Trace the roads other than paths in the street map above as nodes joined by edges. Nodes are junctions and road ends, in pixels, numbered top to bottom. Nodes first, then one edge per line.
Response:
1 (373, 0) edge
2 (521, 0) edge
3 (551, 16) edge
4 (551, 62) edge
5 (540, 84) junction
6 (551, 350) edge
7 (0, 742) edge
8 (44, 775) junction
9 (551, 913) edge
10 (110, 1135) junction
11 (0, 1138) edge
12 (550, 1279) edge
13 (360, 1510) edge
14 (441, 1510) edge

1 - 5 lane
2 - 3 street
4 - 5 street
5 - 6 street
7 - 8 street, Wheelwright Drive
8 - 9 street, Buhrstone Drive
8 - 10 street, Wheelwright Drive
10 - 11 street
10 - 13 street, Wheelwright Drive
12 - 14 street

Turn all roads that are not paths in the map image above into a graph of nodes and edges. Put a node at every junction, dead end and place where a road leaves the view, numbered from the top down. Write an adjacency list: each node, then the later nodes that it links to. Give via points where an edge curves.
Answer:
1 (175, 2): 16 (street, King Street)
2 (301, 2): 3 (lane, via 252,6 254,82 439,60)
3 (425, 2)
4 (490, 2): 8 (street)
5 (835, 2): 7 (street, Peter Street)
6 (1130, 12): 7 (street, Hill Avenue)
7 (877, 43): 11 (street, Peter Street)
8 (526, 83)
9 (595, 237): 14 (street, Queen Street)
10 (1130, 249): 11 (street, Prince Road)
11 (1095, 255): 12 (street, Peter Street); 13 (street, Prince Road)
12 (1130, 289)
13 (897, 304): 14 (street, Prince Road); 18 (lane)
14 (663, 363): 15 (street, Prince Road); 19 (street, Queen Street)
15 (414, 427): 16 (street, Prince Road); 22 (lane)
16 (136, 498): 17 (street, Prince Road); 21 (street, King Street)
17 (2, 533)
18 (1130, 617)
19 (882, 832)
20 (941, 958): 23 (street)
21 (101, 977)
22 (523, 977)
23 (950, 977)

__________

- **Problem description**
Repeat the data above. Change nothing.

- **Solved exercise**
Trace the roads other than paths in the street map above as nodes joined by edges. Nodes are junctions and road ends, in pixels, numbered top to bottom. Nodes first, then one edge per line.
Response:
1 (373, 0) edge
2 (521, 0) edge
3 (551, 16) edge
4 (551, 62) edge
5 (540, 84) junction
6 (551, 350) edge
7 (0, 742) edge
8 (44, 775) junction
9 (551, 913) edge
10 (110, 1135) junction
11 (0, 1138) edge
12 (550, 1279) edge
13 (360, 1510) edge
14 (441, 1510) edge

1 - 5 lane
2 - 3 street
4 - 5 street
5 - 6 street
7 - 8 street, Wheelwright Drive
8 - 9 street, Buhrstone Drive
8 - 10 street, Wheelwright Drive
10 - 11 street
10 - 13 street, Wheelwright Drive
12 - 14 street

Turn all roads that are not paths in the map image above into a graph of nodes and edges. Put a node at every junction, dead end and place where a road leaves the view, numbered from the top down. Write an adjacency list: each node, then the later nodes that it links to. Give via points where an edge curves.
Answer:
1 (175, 2): 16 (street, King Street)
2 (301, 2): 3 (lane, via 252,6 254,82 439,60)
3 (425, 2)
4 (490, 2): 8 (street)
5 (835, 2): 7 (street, Peter Street)
6 (1130, 12): 7 (street, Hill Avenue)
7 (877, 43): 11 (street, Peter Street)
8 (526, 83)
9 (595, 237): 14 (street, Queen Street)
10 (1130, 249): 11 (street, Prince Road)
11 (1095, 255): 12 (street, Peter Street); 13 (street, Prince Road)
12 (1130, 289)
13 (897, 304): 14 (street, Prince Road); 18 (lane)
14 (663, 363): 15 (street, Prince Road); 19 (street, Queen Street)
15 (414, 427): 16 (street, Prince Road); 22 (lane)
16 (136, 498): 17 (street, Prince Road); 21 (street, King Street)
17 (2, 533)
18 (1130, 617)
19 (882, 832)
20 (941, 958): 23 (street)
21 (101, 977)
22 (523, 977)
23 (950, 977)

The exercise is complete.